__AIM OF THE EXERCISE__
From the entries below, return exactly the lines beginning at the one that contains "surface = cairo.ImageSurface(cairo.FORMAT_RGB24, 1008, 856)" and ending at the one that contains "c.restore()", both of them included, and only those lines.

__RECORDS FOR THIS EXERCISE__
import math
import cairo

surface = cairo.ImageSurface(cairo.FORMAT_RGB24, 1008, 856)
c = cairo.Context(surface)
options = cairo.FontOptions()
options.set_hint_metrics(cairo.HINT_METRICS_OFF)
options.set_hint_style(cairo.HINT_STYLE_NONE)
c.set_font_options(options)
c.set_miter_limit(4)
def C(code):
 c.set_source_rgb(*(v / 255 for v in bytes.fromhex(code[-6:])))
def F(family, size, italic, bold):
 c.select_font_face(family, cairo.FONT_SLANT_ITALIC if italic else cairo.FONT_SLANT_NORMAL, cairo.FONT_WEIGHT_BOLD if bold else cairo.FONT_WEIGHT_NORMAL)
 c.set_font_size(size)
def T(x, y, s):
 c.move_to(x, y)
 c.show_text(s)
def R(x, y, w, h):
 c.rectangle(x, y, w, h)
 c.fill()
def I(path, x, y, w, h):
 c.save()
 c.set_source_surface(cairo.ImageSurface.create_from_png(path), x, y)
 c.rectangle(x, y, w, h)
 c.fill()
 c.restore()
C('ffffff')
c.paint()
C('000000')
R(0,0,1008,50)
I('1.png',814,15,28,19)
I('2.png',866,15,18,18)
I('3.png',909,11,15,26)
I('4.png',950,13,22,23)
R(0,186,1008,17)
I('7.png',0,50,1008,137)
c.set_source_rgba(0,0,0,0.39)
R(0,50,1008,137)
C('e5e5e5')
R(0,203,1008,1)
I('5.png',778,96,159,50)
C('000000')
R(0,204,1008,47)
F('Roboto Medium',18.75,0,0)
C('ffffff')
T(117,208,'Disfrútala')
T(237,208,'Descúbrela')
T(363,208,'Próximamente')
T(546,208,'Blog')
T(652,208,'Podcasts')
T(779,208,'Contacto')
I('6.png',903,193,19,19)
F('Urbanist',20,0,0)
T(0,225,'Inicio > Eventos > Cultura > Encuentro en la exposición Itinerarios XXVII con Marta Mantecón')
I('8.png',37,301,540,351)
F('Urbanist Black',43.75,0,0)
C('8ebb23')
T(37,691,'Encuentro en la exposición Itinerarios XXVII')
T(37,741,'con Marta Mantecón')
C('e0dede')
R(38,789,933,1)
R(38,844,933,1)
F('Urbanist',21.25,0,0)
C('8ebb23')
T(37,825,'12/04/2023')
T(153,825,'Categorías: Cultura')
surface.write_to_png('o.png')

__COMPLETED TASK__
surface = cairo.ImageSurface(cairo.FORMAT_RGB24, 1008, 856)
c = cairo.Context(surface)
options = cairo.FontOptions()
options.set_hint_metrics(cairo.HINT_METRICS_OFF)
options.set_hint_style(cairo.HINT_STYLE_NONE)
c.set_font_options(options)
c.set_miter_limit(4)
def C(code):
 c.set_source_rgb(*(v / 255 for v in bytes.fromhex(code[-6:])))
def F(family, size, italic, bold):
 c.select_font_face(family, cairo.FONT_SLANT_ITALIC if italic else cairo.FONT_SLANT_NORMAL, cairo.FONT_WEIGHT_BOLD if bold else cairo.FONT_WEIGHT_NORMAL)
 c.set_font_size(size)
def T(x, y, s):
 c.move_to(x, y)
 c.show_text(s)
def R(x, y, w, h):
 c.rectangle(x, y, w, h)
 c.fill()
def I(path, x, y, w, h):
 c.save()
 c.set_source_surface(cairo.ImageSurface.create_from_png(path), x, y)
 c.rectangle(x, y, w, h)
 c.fill()
 c.restore()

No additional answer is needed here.